WHAT YOU NEED TO DO: This exercise calls for a copy of every line in the listing below that carries the word "Coloma".

MATERIAL PROVIDED:
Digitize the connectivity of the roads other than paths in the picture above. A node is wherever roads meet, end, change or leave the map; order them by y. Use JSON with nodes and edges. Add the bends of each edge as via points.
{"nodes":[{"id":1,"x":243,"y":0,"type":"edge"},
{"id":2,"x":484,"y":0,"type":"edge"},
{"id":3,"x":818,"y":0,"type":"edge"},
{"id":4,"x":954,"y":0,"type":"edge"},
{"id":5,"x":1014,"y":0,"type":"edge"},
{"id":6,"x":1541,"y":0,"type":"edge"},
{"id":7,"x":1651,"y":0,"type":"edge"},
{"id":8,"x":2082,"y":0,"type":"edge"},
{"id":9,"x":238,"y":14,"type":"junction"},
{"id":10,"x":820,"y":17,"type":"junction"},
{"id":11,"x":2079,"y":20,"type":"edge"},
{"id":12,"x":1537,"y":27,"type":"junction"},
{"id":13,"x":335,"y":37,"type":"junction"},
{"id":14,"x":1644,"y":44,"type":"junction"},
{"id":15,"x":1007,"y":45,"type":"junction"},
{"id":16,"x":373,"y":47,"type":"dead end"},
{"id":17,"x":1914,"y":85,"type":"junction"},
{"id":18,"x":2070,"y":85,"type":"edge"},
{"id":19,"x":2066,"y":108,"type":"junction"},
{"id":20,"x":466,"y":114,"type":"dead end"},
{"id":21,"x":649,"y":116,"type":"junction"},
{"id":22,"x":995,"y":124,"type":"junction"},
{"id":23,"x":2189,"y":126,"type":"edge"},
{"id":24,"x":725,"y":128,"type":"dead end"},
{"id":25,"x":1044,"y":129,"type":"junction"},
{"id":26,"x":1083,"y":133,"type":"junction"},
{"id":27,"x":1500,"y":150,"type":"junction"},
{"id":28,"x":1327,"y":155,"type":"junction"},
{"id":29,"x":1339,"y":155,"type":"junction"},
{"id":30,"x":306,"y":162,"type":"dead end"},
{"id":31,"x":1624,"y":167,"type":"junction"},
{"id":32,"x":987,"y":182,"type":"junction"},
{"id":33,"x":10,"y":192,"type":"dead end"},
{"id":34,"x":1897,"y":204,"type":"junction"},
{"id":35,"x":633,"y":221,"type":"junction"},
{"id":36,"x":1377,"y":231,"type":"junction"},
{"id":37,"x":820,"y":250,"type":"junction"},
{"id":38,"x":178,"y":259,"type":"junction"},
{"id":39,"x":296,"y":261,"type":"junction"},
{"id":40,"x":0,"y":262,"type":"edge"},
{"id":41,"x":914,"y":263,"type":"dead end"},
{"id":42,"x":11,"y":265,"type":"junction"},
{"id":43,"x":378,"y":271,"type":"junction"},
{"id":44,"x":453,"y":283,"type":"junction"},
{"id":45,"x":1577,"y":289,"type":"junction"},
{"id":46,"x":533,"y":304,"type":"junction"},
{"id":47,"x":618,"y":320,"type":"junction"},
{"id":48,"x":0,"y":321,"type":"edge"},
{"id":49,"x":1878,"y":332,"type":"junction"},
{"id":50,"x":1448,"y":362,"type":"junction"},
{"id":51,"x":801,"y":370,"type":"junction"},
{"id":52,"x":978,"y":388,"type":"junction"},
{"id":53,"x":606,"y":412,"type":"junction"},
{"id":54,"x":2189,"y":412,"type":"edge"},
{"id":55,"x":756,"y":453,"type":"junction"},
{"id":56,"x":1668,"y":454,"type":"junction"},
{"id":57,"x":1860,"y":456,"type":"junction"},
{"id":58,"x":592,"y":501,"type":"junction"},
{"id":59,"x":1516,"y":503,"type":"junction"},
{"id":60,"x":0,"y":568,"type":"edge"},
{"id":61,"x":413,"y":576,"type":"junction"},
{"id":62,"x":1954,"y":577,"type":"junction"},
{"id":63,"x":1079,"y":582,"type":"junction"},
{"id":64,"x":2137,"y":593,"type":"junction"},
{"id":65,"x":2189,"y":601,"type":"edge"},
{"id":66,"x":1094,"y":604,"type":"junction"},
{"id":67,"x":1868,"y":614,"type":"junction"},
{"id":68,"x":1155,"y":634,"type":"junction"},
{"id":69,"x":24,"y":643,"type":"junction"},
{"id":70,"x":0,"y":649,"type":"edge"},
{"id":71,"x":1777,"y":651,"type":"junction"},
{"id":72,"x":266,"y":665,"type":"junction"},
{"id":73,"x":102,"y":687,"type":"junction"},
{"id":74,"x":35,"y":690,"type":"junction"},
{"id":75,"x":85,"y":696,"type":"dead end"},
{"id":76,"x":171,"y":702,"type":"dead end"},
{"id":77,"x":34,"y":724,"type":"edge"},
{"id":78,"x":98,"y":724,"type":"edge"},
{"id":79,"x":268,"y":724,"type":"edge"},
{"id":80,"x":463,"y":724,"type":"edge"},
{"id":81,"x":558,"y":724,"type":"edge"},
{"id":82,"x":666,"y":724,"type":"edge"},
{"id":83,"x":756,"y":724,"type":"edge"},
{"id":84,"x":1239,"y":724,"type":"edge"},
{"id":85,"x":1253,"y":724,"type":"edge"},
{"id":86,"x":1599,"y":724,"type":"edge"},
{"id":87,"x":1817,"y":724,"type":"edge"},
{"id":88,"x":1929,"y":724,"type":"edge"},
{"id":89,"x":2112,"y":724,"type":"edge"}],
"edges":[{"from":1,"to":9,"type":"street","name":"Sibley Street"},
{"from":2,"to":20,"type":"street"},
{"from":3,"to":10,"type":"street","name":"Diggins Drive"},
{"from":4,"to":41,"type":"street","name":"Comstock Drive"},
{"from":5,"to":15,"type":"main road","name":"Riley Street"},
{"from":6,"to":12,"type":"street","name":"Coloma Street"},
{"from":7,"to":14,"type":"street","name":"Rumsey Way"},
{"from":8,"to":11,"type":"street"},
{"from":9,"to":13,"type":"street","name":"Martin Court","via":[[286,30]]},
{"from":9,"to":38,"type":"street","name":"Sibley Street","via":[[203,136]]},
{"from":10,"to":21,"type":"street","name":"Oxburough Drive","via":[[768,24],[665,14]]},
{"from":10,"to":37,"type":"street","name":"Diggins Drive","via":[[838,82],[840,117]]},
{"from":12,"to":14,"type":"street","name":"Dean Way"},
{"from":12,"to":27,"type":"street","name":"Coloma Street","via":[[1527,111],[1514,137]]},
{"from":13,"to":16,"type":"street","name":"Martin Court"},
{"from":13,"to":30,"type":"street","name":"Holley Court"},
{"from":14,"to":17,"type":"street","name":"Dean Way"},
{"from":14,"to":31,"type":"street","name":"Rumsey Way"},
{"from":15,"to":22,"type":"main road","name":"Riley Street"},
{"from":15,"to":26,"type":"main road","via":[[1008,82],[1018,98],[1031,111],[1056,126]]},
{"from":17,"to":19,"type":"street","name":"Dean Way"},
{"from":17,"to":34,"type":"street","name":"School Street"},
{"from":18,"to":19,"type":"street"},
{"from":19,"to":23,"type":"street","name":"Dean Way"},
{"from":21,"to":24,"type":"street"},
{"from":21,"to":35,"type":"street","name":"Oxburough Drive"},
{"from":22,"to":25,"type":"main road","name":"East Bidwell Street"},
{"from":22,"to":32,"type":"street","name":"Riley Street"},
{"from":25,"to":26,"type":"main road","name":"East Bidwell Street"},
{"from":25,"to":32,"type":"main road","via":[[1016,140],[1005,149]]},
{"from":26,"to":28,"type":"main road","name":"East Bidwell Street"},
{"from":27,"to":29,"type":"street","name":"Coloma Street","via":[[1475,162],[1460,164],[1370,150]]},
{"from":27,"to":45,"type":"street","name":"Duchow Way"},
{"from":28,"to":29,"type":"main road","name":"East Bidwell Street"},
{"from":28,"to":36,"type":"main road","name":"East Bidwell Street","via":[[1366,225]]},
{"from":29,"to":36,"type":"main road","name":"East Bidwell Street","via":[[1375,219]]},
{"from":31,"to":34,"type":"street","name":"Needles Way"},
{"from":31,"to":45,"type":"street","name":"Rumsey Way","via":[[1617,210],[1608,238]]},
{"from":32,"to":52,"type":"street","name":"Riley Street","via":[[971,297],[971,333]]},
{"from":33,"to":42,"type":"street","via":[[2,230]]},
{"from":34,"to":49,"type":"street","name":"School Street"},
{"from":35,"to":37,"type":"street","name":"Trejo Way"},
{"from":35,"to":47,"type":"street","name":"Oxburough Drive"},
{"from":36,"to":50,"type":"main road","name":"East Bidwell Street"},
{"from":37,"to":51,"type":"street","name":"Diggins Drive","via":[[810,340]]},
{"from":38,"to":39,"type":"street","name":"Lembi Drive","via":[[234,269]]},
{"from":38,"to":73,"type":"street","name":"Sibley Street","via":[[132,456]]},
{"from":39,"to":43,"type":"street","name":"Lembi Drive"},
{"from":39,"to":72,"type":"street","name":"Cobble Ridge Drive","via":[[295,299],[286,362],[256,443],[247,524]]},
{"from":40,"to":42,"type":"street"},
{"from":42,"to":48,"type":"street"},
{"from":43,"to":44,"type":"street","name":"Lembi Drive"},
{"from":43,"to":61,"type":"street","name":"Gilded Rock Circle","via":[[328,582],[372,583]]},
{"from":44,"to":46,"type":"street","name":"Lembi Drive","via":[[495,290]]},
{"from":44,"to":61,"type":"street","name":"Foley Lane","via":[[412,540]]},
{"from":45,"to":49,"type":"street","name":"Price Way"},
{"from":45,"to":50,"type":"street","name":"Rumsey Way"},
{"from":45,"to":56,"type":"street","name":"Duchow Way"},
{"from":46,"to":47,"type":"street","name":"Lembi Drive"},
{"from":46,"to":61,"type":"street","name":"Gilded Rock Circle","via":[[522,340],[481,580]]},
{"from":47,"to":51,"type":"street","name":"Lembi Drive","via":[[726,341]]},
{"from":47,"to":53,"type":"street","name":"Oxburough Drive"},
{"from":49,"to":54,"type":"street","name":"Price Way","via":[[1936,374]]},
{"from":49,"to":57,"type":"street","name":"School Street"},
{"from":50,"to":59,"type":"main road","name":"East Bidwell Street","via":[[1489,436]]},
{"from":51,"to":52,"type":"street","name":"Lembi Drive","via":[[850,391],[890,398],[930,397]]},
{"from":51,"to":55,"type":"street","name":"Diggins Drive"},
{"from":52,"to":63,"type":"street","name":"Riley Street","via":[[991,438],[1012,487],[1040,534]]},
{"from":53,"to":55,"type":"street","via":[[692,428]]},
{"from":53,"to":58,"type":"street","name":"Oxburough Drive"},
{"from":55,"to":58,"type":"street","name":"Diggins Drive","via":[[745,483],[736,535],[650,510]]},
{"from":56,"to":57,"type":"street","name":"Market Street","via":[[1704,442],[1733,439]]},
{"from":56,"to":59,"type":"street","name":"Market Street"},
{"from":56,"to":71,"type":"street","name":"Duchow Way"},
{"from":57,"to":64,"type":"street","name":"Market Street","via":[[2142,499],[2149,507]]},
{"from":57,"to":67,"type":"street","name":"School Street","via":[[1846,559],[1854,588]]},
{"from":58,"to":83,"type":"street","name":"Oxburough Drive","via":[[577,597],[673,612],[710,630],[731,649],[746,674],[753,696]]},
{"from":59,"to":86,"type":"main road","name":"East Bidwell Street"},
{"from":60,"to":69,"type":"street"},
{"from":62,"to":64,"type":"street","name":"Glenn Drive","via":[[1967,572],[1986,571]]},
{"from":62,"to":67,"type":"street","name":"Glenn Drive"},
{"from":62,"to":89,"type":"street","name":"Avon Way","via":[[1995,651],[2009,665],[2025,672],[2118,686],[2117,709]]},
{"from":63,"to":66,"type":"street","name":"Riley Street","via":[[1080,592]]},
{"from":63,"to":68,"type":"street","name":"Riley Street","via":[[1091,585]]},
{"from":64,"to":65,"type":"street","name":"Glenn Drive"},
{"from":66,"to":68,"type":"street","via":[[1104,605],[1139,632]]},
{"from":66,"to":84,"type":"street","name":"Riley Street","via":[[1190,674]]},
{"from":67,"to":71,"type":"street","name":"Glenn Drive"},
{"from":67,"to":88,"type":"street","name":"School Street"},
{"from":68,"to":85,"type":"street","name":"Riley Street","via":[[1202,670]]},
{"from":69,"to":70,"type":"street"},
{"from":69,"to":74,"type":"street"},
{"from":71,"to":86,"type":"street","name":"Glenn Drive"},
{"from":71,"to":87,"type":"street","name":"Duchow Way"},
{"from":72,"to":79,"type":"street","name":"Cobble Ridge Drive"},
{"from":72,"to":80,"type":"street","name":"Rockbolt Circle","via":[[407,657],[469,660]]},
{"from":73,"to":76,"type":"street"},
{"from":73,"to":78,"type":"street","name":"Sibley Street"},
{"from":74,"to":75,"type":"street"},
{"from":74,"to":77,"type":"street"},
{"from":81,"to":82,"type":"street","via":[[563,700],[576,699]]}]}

ANSWER SECTION:
{"from":6,"to":12,"type":"street","name":"Coloma Street"},
{"from":12,"to":27,"type":"street","name":"Coloma Street","via":[[1527,111],[1514,137]]},
{"from":27,"to":29,"type":"street","name":"Coloma Street","via":[[1475,162],[1460,164],[1370,150]]},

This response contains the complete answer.